Every single line you tread is not omniscient and predefined. It’s always multiple lines. They’re made of choices, possibilities, coincidences. They can be taken singularly or as a whole. You can leap from one to another; you can cross the line or toe the line. 

Most times you have to toe the line: follow rules, legal rules, social rules, behavioural rules, relational and human. In all other cases, there’s not a line you can’t cross, I mean other than the one separating the platform from the train down the London underground stations – unless you don’t really hold your life dear. Pretty much what I do, figuratively speaking, and risk falling into that gap every single goddamn day! 

Like her story.

She had a well paid and secure job in Italy, a solid relationship with a reliable and stable person, a nice house, a cute and lovely doggy – all the comforts and simple pleasures one would hope for when they reach a certain age. One single downside: she just wasn’t happy. 

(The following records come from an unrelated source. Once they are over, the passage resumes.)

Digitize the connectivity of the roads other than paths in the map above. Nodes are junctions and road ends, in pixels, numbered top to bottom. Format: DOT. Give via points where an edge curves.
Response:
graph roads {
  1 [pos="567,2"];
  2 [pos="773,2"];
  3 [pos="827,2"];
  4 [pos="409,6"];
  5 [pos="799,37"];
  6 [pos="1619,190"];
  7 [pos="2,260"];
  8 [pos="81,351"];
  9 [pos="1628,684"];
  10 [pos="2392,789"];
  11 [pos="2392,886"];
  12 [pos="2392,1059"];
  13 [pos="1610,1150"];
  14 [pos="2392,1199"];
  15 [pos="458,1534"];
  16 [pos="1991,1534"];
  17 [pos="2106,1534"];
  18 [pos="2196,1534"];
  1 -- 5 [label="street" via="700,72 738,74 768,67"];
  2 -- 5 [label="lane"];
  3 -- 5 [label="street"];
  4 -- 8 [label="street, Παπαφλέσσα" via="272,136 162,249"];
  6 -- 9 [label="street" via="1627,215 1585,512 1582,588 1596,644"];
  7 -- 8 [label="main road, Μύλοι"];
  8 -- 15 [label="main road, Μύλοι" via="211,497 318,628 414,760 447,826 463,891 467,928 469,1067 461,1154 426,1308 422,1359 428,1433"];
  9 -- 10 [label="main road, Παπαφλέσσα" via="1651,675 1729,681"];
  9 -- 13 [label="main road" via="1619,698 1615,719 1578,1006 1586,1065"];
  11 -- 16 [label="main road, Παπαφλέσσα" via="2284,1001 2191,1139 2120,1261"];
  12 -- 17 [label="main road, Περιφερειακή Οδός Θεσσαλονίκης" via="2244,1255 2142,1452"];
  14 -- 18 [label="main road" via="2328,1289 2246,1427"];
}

She would hate that job to the point where it makes you break down and lock yourself in the toilets for a jiff of relief. Her relationship had been falling apart for a long time, no more talking, sharing, sleeping together; no more love, if that ever existed in that form. Her apartment was located in one of those old-fashioned buildings far from the city centre, those family-friendly, boring-friendly, sad-friendly areas, the whatever-friendly type that kills excitement, hopes, dreams, or even the most simple and genuine daily moment you may ever want to rely on. The city itself, for how young and vibrant, was running out of the appeal it was initially offering. She couldn’t stand that anymore. It was being too much, or too little, to bear. To break the routine, she decided to visit a family member in London for the weekend, and on the Friday she landed, they made their way into the local pub for a drink or two. Actually, make it five or six. As soon as they walked through the doors and waded into the cluttered crowd, her look crossed with one of the bartender’s, and in a matter of minutes, they started chatting. It wasn’t more than teasing each other, more than two pretty buddies hitting on each other through the night. 

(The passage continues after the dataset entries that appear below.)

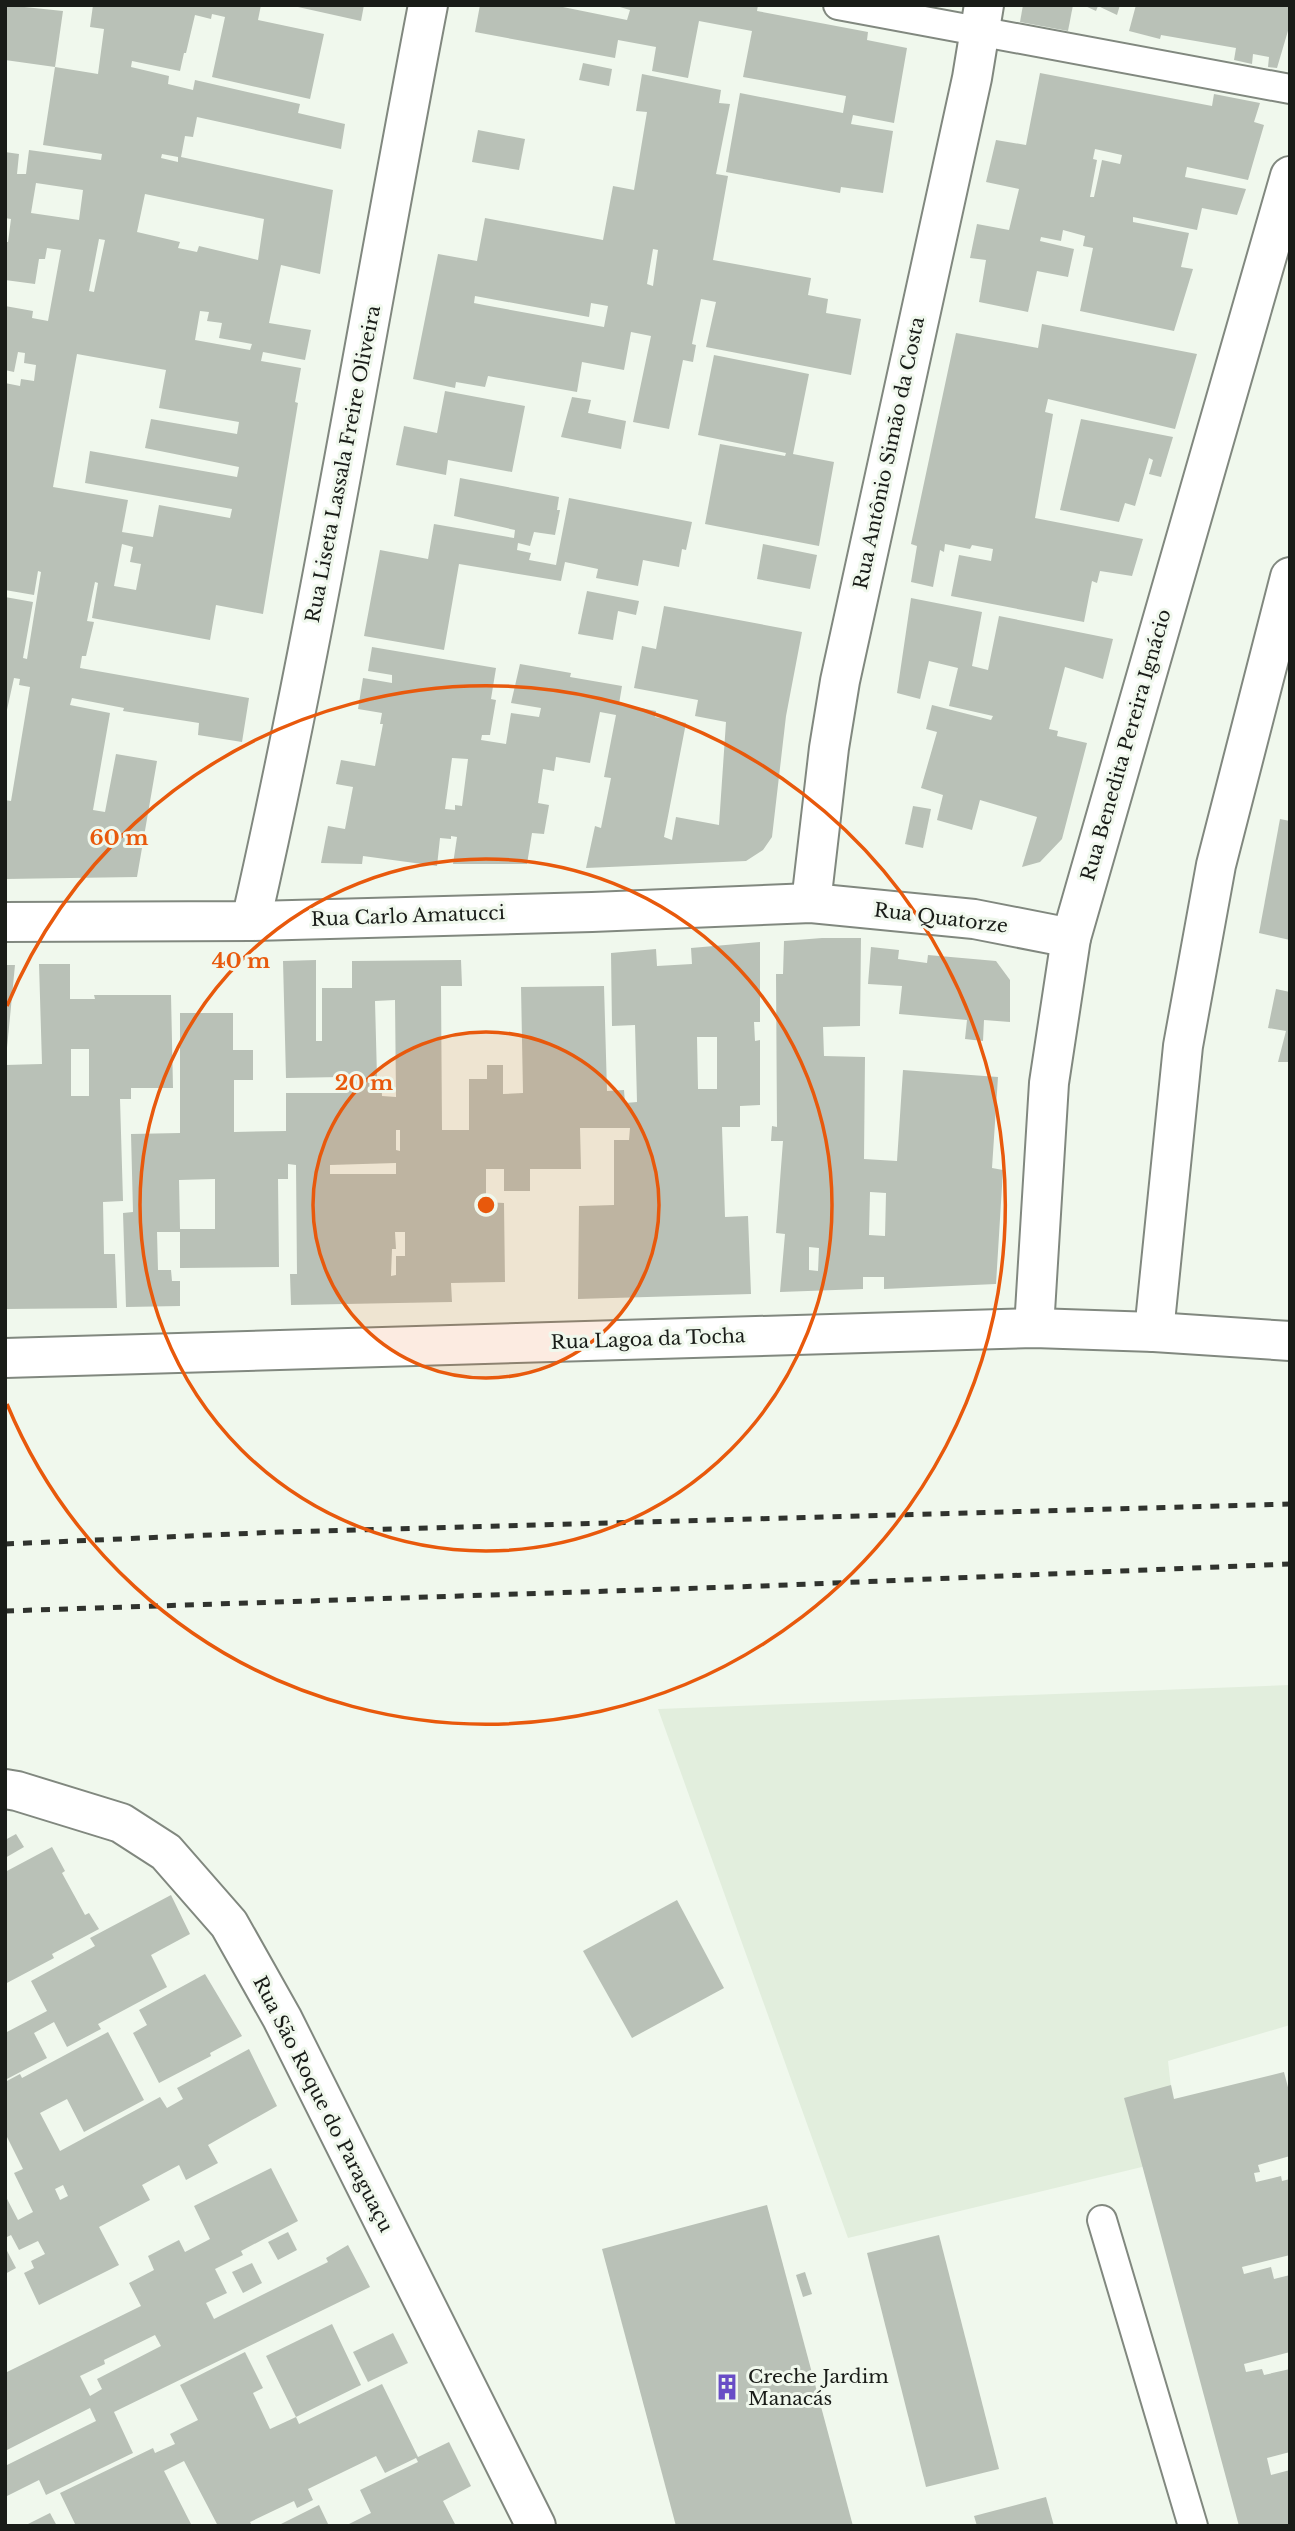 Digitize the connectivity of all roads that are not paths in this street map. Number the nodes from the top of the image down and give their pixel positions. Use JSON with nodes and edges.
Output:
{"nodes":[{"id":1,"x":428,"y":5,"type":"edge"},
{"id":2,"x":838,"y":5,"type":"edge"},
{"id":3,"x":982,"y":19,"type":"edge"},
{"id":4,"x":1290,"y":89,"type":"edge"},
{"id":5,"x":1290,"y":176,"type":"edge"},
{"id":6,"x":1290,"y":577,"type":"edge"},
{"id":7,"x":811,"y":903,"type":"junction"},
{"id":8,"x":251,"y":921,"type":"junction"},
{"id":9,"x":5,"y":922,"type":"edge"},
{"id":10,"x":1071,"y":938,"type":"junction"},
{"id":11,"x":1034,"y":1328,"type":"junction"},
{"id":12,"x":1154,"y":1332,"type":"junction"},
{"id":13,"x":1290,"y":1341,"type":"edge"},
{"id":14,"x":5,"y":1357,"type":"edge"},
{"id":15,"x":5,"y":1789,"type":"edge"},
{"id":16,"x":1102,"y":2220,"type":"dead end"},
{"id":17,"x":536,"y":2526,"type":"edge"},
{"id":18,"x":1193,"y":2526,"type":"edge"}],
"edges":[{"from":1,"to":8,"type":"street","name":"Rua Liseta Lassala Freire Oliveira"},
{"from":2,"to":3,"type":"lane"},
{"from":3,"to":4,"type":"lane"},
{"from":3,"to":7,"type":"street","name":"Rua Antônio Simão da Costa"},
{"from":5,"to":10,"type":"street","name":"Rua Benedita Pereira Ignácio"},
{"from":6,"to":12,"type":"street"},
{"from":7,"to":8,"type":"street","name":"Rua Carlo Amatucci"},
{"from":7,"to":10,"type":"street","name":"Rua Quatorze"},
{"from":8,"to":9,"type":"street","name":"Rua Carlo Amatucci"},
{"from":10,"to":11,"type":"street","name":"Rua Benedita Pereira Ignácio"},
{"from":11,"to":12,"type":"street","name":"Rua Lagoa da Tocha"},
{"from":11,"to":14,"type":"street","name":"Rua Lagoa da Tocha"},
{"from":12,"to":13,"type":"street","name":"Rua Lagoa da Tocha"},
{"from":15,"to":17,"type":"street","name":"Rua São Roque do Paraguaçu"},
{"from":16,"to":18,"type":"lane"}]}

The bartender had quite a story himself. He decided upon leaving a decent office job, a fun and fast-paced environment, maybe a career in the long term, for the unknown, for no other relevant opportunity. He felt he wasn’t the right fit, that he wasn’t fulfilling his greatest passions, his inclinations, somehow what he was good at. It was a reckless decision, and yes he did regret it for a while. He started looking for more suitable opportunities out there that, with the job market becoming extremely demanding and highly competitive, were late to come. And with time passing by and he getting more and more broke, he had to go back to bartending to cover expenses and debts, and swinging from a place to another, he ended up working at that pub.

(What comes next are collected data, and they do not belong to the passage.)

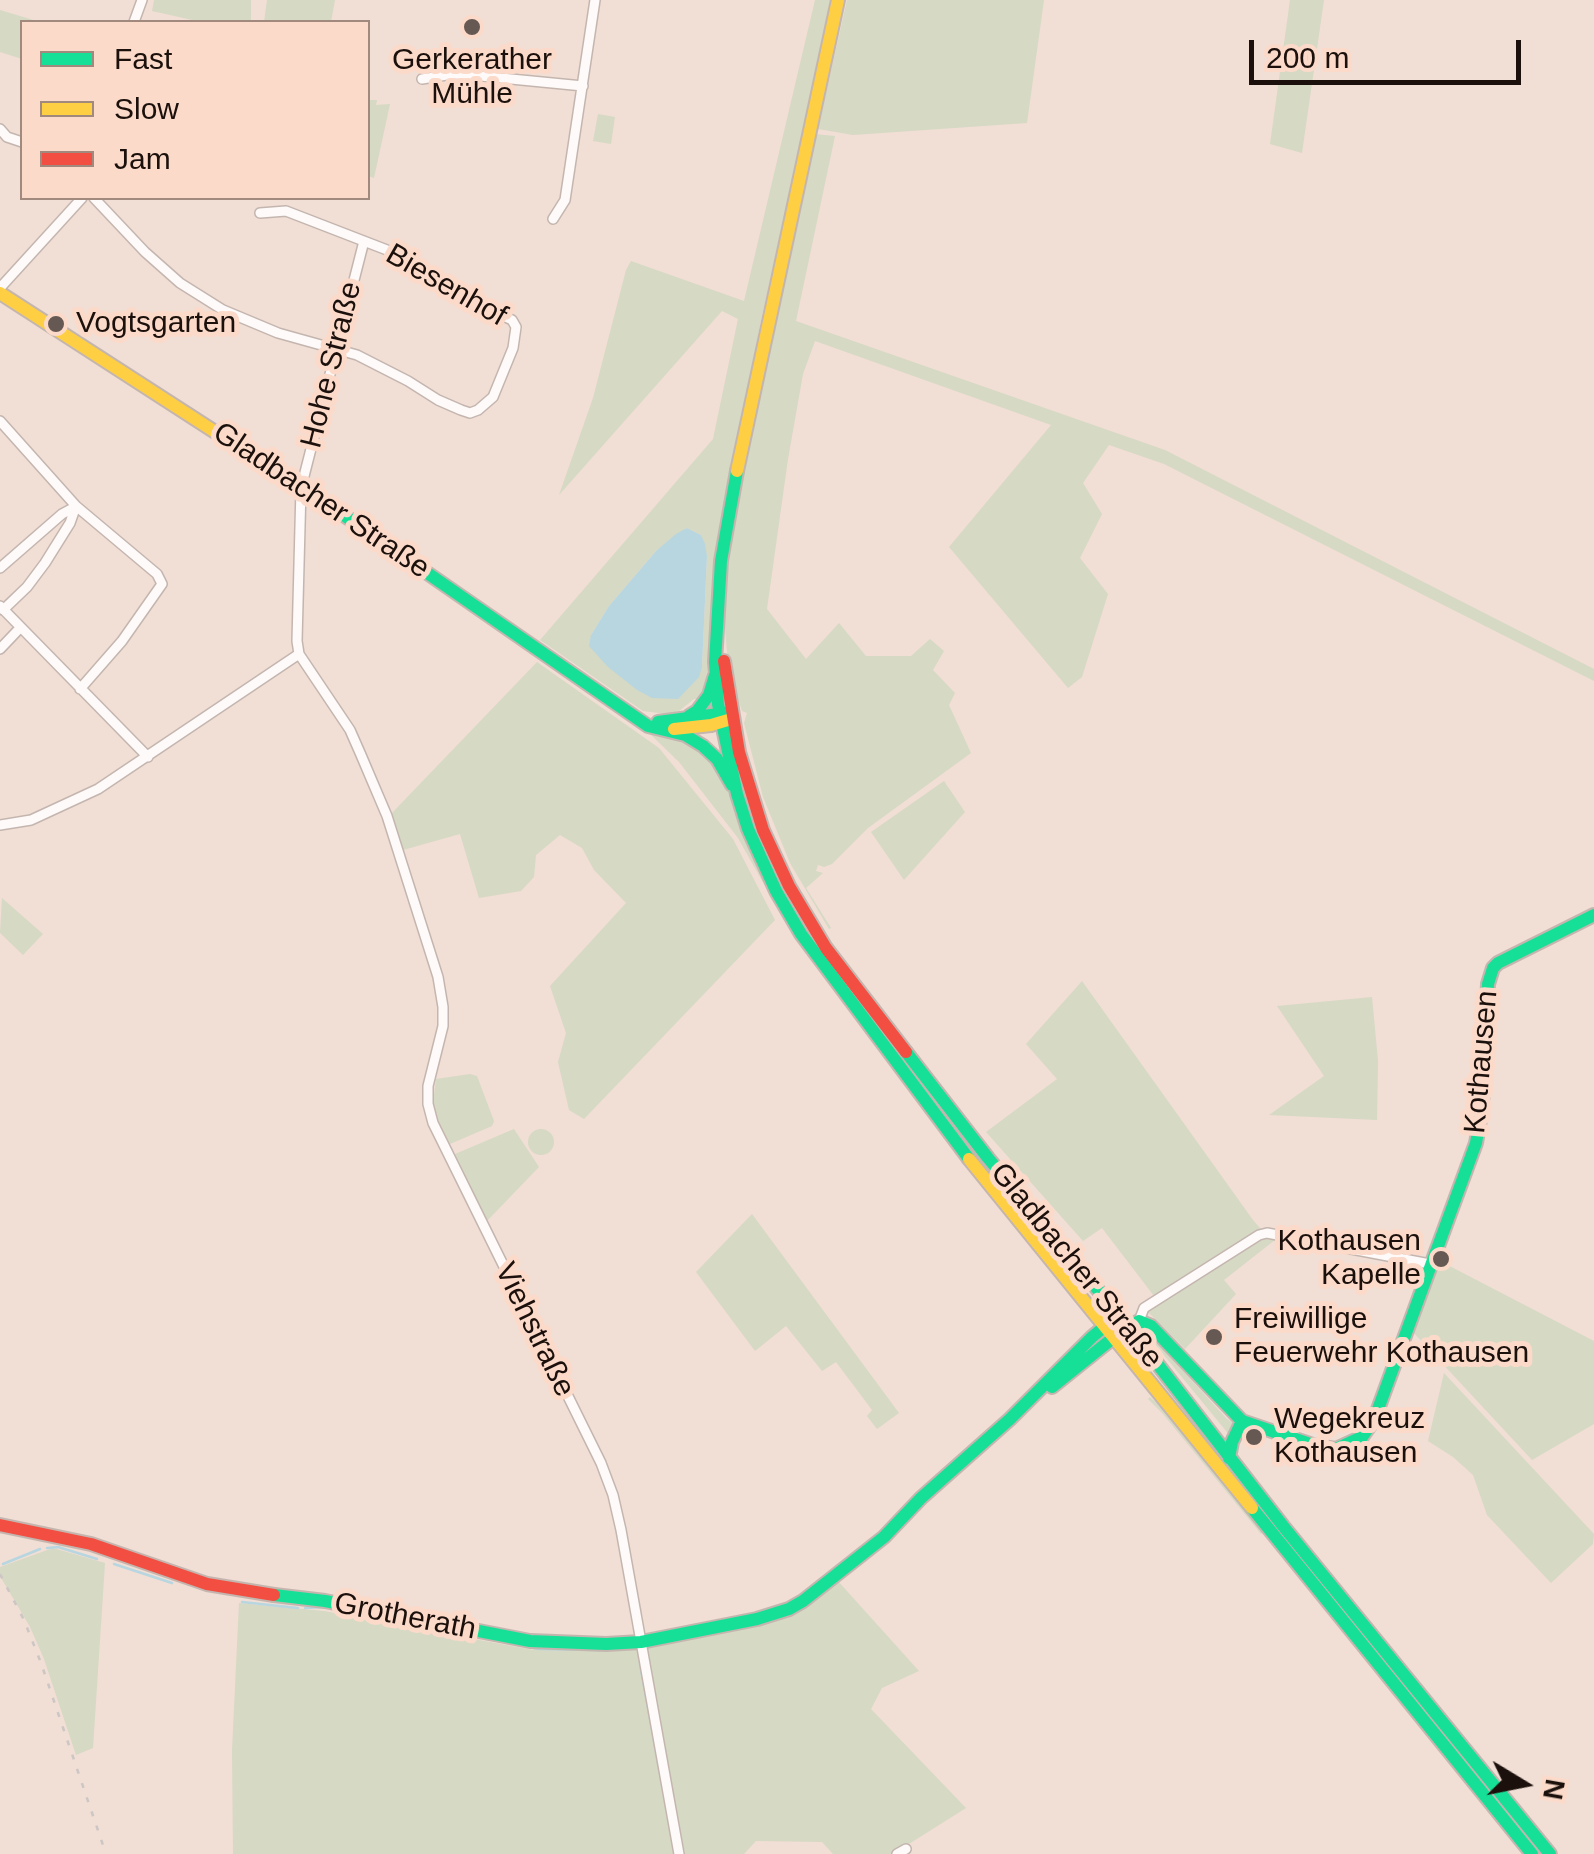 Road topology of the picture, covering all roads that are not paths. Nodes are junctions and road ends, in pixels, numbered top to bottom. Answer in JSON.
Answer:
{"nodes":[{"id":1,"x":595,"y":0,"type":"edge"},
{"id":2,"x":838,"y":0,"type":"edge"},
{"id":3,"x":422,"y":78,"type":"dead end"},
{"id":4,"x":583,"y":86,"type":"junction"},
{"id":5,"x":80,"y":200,"type":"edge"},
{"id":6,"x":96,"y":200,"type":"edge"},
{"id":7,"x":260,"y":213,"type":"dead end"},
{"id":8,"x":552,"y":219,"type":"dead end"},
{"id":9,"x":364,"y":241,"type":"junction"},
{"id":10,"x":0,"y":290,"type":"edge"},
{"id":11,"x":336,"y":350,"type":"junction"},
{"id":12,"x":0,"y":421,"type":"edge"},
{"id":13,"x":301,"y":488,"type":"junction"},
{"id":14,"x":76,"y":506,"type":"junction"},
{"id":15,"x":0,"y":568,"type":"edge"},
{"id":16,"x":718,"y":595,"type":"junction"},
{"id":17,"x":2,"y":608,"type":"edge"},
{"id":18,"x":20,"y":628,"type":"junction"},
{"id":19,"x":1,"y":647,"type":"edge"},
{"id":20,"x":299,"y":654,"type":"junction"},
{"id":21,"x":716,"y":673,"type":"junction"},
{"id":22,"x":80,"y":689,"type":"junction"},
{"id":23,"x":689,"y":716,"type":"junction"},
{"id":24,"x":725,"y":717,"type":"junction"},
{"id":25,"x":636,"y":718,"type":"junction"},
{"id":26,"x":666,"y":729,"type":"junction"},
{"id":27,"x":148,"y":758,"type":"junction"},
{"id":28,"x":737,"y":794,"type":"junction"},
{"id":29,"x":0,"y":825,"type":"edge"},
{"id":30,"x":1594,"y":915,"type":"edge"},
{"id":31,"x":1430,"y":1264,"type":"junction"},
{"id":32,"x":1134,"y":1324,"type":"junction"},
{"id":33,"x":1108,"y":1332,"type":"junction"},
{"id":34,"x":1242,"y":1421,"type":"junction"},
{"id":35,"x":1229,"y":1458,"type":"junction"},
{"id":36,"x":0,"y":1525,"type":"edge"},
{"id":37,"x":638,"y":1642,"type":"junction"},
{"id":38,"x":679,"y":1854,"type":"edge"},
{"id":39,"x":1532,"y":1854,"type":"edge"},
{"id":40,"x":1550,"y":1854,"type":"edge"}],
"edges":[{"from":1,"to":4,"type":"street"},
{"from":2,"to":16,"type":"main road"},
{"from":3,"to":4,"type":"street"},
{"from":4,"to":8,"type":"street"},
{"from":5,"to":10,"type":"street"},
{"from":6,"to":11,"type":"street"},
{"from":7,"to":9,"type":"street","name":"Hohe Straße"},
{"from":9,"to":11,"type":"street","name":"Hohe Straße"},
{"from":9,"to":11,"type":"street","name":"Biesenhof"},
{"from":10,"to":13,"type":"main road","name":"Gladbacher Straße"},
{"from":11,"to":13,"type":"street","name":"Hohe Straße"},
{"from":12,"to":14,"type":"street"},
{"from":13,"to":20,"type":"street","name":"Hohe Straße"},
{"from":13,"to":25,"type":"main road","name":"Gladbacher Straße"},
{"from":14,"to":15,"type":"street"},
{"from":14,"to":17,"type":"street"},
{"from":14,"to":22,"type":"street"},
{"from":16,"to":21,"type":"main road"},
{"from":16,"to":24,"type":"main road"},
{"from":17,"to":18,"type":"street"},
{"from":18,"to":19,"type":"street"},
{"from":18,"to":22,"type":"street"},
{"from":20,"to":27,"type":"street"},
{"from":20,"to":37,"type":"street","name":"Viehstraße"},
{"from":21,"to":23,"type":"main road"},
{"from":21,"to":24,"type":"main road"},
{"from":22,"to":27,"type":"street"},
{"from":23,"to":24,"type":"main road"},
{"from":23,"to":25,"type":"main road"},
{"from":24,"to":26,"type":"main road"},
{"from":24,"to":28,"type":"main road"},
{"from":24,"to":32,"type":"main road","name":"Gladbacher Straße"},
{"from":25,"to":26,"type":"main road","name":"Gladbacher Straße"},
{"from":26,"to":28,"type":"main road","name":"Gladbacher Straße"},
{"from":27,"to":29,"type":"street"},
{"from":28,"to":33,"type":"main road","name":"Gladbacher Straße"},
{"from":30,"to":31,"type":"main road","name":"Kothausen"},
{"from":31,"to":32,"type":"street"},
{"from":31,"to":34,"type":"main road","name":"Kothausen"},
{"from":32,"to":33,"type":"main road","name":"Grotherath"},
{"from":32,"to":34,"type":"main road","name":"Kothausen"},
{"from":32,"to":35,"type":"main road","name":"Gladbacher Straße"},
{"from":33,"to":37,"type":"main road","name":"Grotherath"},
{"from":33,"to":39,"type":"main road","name":"Gladbacher Straße"},
{"from":34,"to":35,"type":"main road"},
{"from":35,"to":40,"type":"main road","name":"Gladbacher Straße"},
{"from":36,"to":37,"type":"main road","name":"Grotherath"},
{"from":37,"to":38,"type":"street","name":"Viehstraße"}]}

The two of them spent the night together, talking, telling one another. It was surreal. If it wasn’t more than making out they were expecting, they realised they were on the same page, somehow on the same line. 

At the end of that weekend, she went back to Italy and faced the truth: that life, that seeming stability wasn’t the line she wanted to pursue. She decided to quit literally everything: the job, the relationship, the house, the dog – her entire life. She decided to move to London, a little scared as in all big changes, but without any second thoughts. She embraced a new life, a new line. Him. Happiness, for once.

Sometimes not all negatives turn out badly. She could’ve opted for another pub on that night, he could’ve found a job earlier and never started working there – all wouldn’t have happened. Their lines would have remained separate, probably parallel, but never intertwined. 

See, life can’t be made of “would have, could have, should have”. It’s made of choices, possibilities, coincidences. It’s made of lines.


Not just one. Straight. Direct.

Just like my mum said.

And I will always feel blissful for the line that took you through that door on that Friday night, the line that gave me the opportunity to meet you. The line that I’m hoping to tread together.

I want to live multiple lines, but one single life.